The Bottom Line
Antibiotics can help treat moderate to severe inflammatory acne, but they don't work for everyone and should never be the only treatment. The American Academy of Dermatology recommends limiting antibiotic use to 3-4 months and always pairing them with other acne treatments like retinoids or benzoyl peroxide to reduce resistance risk.
How Acne Actually Forms
Acne develops through four main processes, and antibiotics only target one of them:
- Excess sebum (oil) production — driven by hormones, especially androgens
- Clogged pores — dead skin cells stick together and block follicles
- Bacterial overgrowth — Cutibacterium acnes (formerly Propionibacterium acnes) multiplies in clogged pores
- Inflammation — the immune system reacts to bacterial byproducts
Antibiotics primarily address #3 and #4. They kill bacteria and reduce inflammation, but they don't reduce oil production or prevent pores from clogging. This is why antibiotics alone rarely provide a lasting solution.

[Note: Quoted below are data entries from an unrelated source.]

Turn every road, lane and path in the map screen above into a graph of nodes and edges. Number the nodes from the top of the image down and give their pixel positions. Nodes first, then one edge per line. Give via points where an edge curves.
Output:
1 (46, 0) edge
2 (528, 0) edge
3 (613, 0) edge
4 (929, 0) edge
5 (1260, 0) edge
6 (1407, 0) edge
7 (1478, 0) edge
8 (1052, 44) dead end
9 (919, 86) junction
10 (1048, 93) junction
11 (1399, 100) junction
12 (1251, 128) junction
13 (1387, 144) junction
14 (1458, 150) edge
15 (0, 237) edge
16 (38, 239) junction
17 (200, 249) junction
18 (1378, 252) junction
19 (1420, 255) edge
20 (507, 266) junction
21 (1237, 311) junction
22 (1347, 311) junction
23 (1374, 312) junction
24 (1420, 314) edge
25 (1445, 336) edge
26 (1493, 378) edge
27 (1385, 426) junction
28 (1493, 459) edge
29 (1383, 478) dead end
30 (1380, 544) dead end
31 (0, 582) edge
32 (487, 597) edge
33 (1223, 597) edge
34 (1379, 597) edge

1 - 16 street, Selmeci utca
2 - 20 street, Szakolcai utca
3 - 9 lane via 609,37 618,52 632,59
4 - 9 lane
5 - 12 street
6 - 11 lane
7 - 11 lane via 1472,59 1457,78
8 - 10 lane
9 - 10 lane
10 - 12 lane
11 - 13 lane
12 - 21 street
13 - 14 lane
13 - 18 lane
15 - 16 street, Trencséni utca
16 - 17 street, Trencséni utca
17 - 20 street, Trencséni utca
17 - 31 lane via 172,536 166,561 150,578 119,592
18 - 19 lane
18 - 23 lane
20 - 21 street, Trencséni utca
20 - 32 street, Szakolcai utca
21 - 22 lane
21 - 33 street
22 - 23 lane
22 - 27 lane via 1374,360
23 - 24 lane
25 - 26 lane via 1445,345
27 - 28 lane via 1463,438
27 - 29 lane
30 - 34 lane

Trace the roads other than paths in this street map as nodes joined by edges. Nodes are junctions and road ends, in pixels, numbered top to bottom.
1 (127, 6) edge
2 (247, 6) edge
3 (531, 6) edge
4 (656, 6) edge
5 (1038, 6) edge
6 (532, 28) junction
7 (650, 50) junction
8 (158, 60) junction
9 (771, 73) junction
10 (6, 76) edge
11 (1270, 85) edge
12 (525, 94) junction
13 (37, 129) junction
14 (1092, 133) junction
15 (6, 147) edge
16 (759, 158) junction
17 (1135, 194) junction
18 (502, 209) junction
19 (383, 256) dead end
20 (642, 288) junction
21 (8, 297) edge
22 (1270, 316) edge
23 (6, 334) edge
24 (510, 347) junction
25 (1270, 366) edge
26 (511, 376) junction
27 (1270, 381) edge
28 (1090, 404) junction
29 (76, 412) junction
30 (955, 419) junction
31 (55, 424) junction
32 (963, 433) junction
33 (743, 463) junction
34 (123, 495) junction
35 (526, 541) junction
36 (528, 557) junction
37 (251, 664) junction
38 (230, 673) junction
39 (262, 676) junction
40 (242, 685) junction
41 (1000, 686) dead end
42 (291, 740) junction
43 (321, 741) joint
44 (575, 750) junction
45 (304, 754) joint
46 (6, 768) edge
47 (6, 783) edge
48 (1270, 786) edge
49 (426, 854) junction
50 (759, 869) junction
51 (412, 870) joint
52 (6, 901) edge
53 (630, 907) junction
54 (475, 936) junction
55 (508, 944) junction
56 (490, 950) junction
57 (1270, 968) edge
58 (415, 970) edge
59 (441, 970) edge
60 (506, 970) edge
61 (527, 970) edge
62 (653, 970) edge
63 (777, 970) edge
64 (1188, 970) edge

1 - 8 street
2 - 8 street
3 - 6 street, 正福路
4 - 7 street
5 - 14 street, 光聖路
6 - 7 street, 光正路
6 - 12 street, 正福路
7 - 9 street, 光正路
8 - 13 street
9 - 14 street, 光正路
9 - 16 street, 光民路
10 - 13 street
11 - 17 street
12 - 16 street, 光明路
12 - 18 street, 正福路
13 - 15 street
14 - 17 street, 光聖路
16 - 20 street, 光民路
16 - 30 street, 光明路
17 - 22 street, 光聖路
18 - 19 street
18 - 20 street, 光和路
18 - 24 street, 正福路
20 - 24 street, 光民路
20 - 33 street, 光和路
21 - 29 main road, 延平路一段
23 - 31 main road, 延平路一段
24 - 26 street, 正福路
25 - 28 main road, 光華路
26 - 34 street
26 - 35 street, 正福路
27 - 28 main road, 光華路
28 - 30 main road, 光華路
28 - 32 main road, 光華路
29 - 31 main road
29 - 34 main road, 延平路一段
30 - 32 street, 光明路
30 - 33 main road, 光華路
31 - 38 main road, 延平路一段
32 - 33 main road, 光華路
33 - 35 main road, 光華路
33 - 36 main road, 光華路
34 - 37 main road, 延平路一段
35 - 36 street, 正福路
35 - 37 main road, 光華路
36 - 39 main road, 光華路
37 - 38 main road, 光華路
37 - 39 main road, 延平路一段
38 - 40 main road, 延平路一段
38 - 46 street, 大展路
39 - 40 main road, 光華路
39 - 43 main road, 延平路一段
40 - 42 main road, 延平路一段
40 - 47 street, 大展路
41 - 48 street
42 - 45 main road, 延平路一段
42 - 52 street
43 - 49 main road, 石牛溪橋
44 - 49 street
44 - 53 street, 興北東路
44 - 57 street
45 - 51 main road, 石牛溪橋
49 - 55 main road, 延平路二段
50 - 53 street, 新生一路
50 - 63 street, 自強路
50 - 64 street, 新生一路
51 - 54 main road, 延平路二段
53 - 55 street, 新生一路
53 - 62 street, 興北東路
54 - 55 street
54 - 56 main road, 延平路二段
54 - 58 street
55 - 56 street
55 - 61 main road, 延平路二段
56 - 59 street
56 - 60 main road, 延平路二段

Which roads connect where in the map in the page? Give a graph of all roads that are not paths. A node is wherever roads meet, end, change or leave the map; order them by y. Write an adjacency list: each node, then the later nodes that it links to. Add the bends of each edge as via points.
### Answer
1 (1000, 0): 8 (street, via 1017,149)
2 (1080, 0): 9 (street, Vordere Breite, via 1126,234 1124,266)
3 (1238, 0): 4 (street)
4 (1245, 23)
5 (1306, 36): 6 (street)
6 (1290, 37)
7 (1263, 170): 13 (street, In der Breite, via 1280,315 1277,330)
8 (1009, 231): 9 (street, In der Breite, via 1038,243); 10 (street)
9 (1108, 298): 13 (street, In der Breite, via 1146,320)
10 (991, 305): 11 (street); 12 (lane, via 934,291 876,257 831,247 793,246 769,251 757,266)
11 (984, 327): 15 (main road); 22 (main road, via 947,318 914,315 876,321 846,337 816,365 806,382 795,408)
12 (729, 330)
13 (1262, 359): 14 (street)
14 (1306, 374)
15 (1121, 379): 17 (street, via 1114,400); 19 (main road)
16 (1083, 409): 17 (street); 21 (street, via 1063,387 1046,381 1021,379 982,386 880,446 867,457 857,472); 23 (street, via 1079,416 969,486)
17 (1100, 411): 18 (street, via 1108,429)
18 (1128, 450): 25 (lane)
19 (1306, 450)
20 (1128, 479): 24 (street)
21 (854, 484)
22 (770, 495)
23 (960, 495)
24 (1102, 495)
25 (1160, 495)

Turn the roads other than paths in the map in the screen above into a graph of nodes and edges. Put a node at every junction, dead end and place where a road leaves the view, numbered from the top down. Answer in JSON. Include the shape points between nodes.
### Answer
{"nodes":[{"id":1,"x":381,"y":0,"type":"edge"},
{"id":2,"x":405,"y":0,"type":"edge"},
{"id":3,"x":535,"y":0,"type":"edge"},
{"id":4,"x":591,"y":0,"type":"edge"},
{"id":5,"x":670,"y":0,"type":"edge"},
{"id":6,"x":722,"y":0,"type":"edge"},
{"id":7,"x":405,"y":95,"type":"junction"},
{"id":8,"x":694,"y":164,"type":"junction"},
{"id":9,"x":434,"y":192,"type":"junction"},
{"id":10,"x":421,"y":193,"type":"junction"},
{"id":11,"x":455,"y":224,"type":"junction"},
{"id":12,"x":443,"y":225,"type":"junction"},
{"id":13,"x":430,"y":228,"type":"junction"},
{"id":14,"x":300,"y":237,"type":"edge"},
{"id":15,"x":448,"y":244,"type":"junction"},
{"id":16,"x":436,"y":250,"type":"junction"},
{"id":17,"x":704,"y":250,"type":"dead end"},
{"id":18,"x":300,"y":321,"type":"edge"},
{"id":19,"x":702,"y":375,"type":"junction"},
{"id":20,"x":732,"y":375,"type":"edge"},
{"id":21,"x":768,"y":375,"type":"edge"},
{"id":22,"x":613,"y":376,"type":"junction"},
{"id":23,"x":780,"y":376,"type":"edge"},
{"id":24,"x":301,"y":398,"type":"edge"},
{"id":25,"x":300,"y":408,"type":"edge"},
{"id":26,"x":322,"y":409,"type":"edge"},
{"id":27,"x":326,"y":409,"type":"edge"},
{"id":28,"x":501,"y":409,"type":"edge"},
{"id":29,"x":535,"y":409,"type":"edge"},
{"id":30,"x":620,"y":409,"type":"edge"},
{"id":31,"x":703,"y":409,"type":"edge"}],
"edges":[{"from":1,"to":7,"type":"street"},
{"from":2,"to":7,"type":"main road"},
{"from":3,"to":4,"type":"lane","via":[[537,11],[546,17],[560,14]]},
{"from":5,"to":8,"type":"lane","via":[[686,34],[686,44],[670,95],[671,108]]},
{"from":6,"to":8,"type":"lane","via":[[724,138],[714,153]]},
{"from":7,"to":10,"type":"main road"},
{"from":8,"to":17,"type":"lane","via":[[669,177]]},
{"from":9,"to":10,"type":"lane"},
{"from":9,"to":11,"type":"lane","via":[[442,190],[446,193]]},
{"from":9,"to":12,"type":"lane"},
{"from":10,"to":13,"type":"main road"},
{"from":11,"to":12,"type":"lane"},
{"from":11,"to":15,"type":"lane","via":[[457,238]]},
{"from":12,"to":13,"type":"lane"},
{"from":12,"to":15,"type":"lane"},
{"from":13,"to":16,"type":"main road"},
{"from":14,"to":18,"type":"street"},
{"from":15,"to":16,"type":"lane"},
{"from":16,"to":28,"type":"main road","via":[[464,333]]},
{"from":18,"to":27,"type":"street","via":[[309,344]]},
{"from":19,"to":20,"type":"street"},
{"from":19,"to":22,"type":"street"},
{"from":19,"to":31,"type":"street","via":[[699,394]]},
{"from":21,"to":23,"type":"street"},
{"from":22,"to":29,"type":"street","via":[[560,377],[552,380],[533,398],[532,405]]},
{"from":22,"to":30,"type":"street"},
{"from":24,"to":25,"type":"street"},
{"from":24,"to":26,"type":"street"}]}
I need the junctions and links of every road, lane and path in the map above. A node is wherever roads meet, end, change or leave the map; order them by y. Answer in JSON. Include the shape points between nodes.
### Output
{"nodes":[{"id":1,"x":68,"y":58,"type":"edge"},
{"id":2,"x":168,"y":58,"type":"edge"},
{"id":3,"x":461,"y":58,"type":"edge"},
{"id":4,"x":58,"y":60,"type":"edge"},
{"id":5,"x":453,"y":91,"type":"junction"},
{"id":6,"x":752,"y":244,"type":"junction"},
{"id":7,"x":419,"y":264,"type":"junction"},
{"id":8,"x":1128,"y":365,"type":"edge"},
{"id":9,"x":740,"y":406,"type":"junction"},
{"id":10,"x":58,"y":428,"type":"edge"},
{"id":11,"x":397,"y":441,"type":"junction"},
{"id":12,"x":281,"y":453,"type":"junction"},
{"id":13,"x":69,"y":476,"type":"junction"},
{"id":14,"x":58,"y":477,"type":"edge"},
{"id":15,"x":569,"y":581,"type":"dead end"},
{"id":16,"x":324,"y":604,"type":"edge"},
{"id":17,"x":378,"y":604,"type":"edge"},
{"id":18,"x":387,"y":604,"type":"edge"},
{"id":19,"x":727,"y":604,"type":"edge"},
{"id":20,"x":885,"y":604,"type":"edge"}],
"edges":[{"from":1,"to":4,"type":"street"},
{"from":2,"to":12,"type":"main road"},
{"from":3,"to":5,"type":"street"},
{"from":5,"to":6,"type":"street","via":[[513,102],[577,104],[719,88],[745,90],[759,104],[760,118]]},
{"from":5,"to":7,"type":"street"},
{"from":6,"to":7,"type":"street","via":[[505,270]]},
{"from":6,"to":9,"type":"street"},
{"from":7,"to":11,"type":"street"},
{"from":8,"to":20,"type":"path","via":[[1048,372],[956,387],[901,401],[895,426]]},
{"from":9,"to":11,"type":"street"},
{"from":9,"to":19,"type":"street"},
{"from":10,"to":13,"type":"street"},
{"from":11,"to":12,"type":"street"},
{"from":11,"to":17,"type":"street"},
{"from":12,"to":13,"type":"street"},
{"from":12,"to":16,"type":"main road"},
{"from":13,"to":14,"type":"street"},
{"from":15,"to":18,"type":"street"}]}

The Antibiotic Resistance Problem
One of the biggest concerns with using antibiotics for acne is bacterial resistance. When antibiotics are used for long periods, bacteria adapt and become resistant to the medication. Studies show that antibiotic-resistant C. acnes strains have increased significantly worldwide — from about 20% in the 1970s to over 50% in many regions today.
This resistance doesn't just affect acne treatment. It can contribute to broader antibiotic resistance, making infections harder to treat. The 2024 AAD guidelines strongly recommend:
- Limiting oral antibiotic use for acne to 3-4 months maximum
- Always combining antibiotics with benzoyl peroxide (which kills bacteria through oxidation and does not cause resistance)
- Using antibiotics as a bridge therapy while other treatments take effect, not as a long-term solution
What Works Better for Long-Term Acne Control
Dermatologists consider these treatments the foundation of acne management:
- Topical retinoids (tretinoin, adapalene): Prevent clogged pores, reduce inflammation, and are the backbone of acne therapy. Adapalene 0.1% is available over the counter as Differin.
- Benzoyl peroxide: Kills C. acnes without causing resistance. Available in 2.5%, 5%, and 10% formulations — studies show 2.5% is as effective as higher strengths with less irritation.
- Hormonal therapy: For women, spironolactone or certain birth control pills can address the hormonal root of acne.
- Isotretinoin (Accutane): For severe or treatment-resistant acne, this addresses all four acne causes and can produce lasting remission in about 85% of patients after one course.
When Antibiotics Are Appropriate
Antibiotics are useful in specific situations:
- Moderate to severe inflammatory acne with many red, swollen pimples
- As short-term bridge therapy (3-4 months) while retinoids and other treatments take effect
- The most commonly prescribed oral antibiotics are doxycycline and minocycline (tetracycline class)
- Topical antibiotics like clindamycin should always be combined with benzoyl peroxide, never used alone
Frequently Asked Questions
Why did my acne come back after stopping antibiotics?
Antibiotics suppress bacteria and inflammation but don't fix the underlying causes of acne (oil production, pore clogging). Without a maintenance therapy like retinoids, acne typically returns. This is why antibiotics should always be part of a broader treatment plan.
Are there side effects from acne antibiotics?
Common side effects of oral doxycycline include sun sensitivity, stomach upset, and yeast infections. Minocycline can cause dizziness and, rarely, blue-gray skin discoloration. Both should be taken with food and adequate water.
Can I just use a topical antibiotic cream?
Topical clindamycin or erythromycin should never be used alone — resistance develops rapidly. They must be combined with benzoyl peroxide. Many combination products (like clindamycin-benzoyl peroxide gel) are available by prescription.
How long does it take for acne treatments to work?
Most acne treatments require 8-12 weeks for noticeable improvement. Retinoids may cause an initial "purging" period where acne temporarily worsens before improving. Patience and consistency are key.
- Zaenglein AL, et al. "Guidelines of care for the management of acne vulgaris." Journal of the American Academy of Dermatology. 2016;74(5):945-973.
- Dreno B, et al. "Antibiotic stewardship in dermatology: limiting antibiotic use in acne." European Journal of Dermatology. 2014;24(3):330-334.
- Leyden JJ. "The evolving role of Propionibacterium acnes in acne." Seminars in Cutaneous Medicine and Surgery. 2001;20(3):139-143.